Freelance writer Rebecca Ritzel penned an intriguing piece for The Washington Post about a number of ballet dancers who found careers in the sciences. One in particular, Brett Denevi, who attended classes at Ballet Arts Minnesota in Minneapolis with ABT's Simone Messmer, eventually landed at the Johns Hopkins University Applied Physics Laboratory where she analyzes images of the planet Mercury that are transmitted back to Earth from NASA's spacecraft Messenger. Ritzel writes:
According to International Astronomical Union rules, all craters on Mercury must be named after famous figures in the arts who were famous at least half a century ago, and dead for at least three years. Yet as of 2010, not a single crater, out of hundreds, had been named in honor of a dancer or choreographer. Denevi did something about that. There are now planetary pockmarks named after Alvin Ailey, George Balanchine, Margot Fonteyn, Rudolf Nureyev and Marius Petipa. The Balanchine is her favorite, so named because the blue rays extending from the crater reminded her of the long, blue tutus in his classic ballet, “Serenade.”

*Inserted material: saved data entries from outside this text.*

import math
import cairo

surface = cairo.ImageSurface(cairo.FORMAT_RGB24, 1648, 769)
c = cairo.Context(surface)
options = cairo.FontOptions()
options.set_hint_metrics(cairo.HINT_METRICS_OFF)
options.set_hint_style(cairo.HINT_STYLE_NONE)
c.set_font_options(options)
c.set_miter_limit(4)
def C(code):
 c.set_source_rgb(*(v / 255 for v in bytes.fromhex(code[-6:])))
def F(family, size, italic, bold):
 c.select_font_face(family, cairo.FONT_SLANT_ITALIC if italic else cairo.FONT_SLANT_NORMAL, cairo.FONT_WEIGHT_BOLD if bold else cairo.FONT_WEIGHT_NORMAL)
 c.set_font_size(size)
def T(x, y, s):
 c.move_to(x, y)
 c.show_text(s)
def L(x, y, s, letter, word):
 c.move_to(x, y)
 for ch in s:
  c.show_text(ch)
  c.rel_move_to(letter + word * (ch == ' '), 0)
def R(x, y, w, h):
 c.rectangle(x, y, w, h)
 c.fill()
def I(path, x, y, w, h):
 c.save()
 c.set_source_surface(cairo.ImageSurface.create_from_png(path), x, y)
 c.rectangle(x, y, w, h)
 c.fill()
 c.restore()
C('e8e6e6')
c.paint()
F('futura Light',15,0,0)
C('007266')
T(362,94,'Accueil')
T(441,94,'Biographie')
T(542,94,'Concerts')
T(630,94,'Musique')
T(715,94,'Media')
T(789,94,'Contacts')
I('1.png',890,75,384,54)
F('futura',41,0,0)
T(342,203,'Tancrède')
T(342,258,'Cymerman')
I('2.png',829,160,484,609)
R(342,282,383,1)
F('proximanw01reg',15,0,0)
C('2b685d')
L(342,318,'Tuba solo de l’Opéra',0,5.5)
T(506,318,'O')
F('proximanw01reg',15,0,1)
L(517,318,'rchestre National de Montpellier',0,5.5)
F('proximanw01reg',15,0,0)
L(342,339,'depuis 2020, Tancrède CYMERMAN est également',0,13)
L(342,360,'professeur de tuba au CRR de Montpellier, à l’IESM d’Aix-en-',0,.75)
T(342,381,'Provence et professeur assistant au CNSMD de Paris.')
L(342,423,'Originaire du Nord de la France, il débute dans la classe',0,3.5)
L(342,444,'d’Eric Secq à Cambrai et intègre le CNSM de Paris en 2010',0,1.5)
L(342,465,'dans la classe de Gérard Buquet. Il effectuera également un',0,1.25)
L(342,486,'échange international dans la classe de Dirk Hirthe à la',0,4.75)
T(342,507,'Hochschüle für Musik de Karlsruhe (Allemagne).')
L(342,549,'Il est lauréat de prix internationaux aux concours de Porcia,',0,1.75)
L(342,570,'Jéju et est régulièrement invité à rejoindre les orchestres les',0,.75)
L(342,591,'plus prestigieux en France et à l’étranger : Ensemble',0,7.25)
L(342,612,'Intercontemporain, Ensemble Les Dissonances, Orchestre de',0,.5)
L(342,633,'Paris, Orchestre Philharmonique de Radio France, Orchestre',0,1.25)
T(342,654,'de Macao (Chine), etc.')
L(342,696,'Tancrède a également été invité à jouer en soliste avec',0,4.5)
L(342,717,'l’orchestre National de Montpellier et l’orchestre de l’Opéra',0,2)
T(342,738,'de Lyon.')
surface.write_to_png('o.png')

Finding all of this fascinating, Haglund went digging for more information and found that Craters Ailey, Balanchine, Fonteyn, Nureyev, and Petipa received their names on April 24, 2012, according to the Gazetteer of Planetary Nomenclature which lists 15,081 planetary names (and takes a long time for the browser to open).
After a little more searching – voilà! This picture of Balanchine was acquired by NASA on June 15, 2012. Pretty interesting, huh? As Ms. Denevi noted, some of those blue rays reflecting off the crater might remind one of the costumes in Serenade.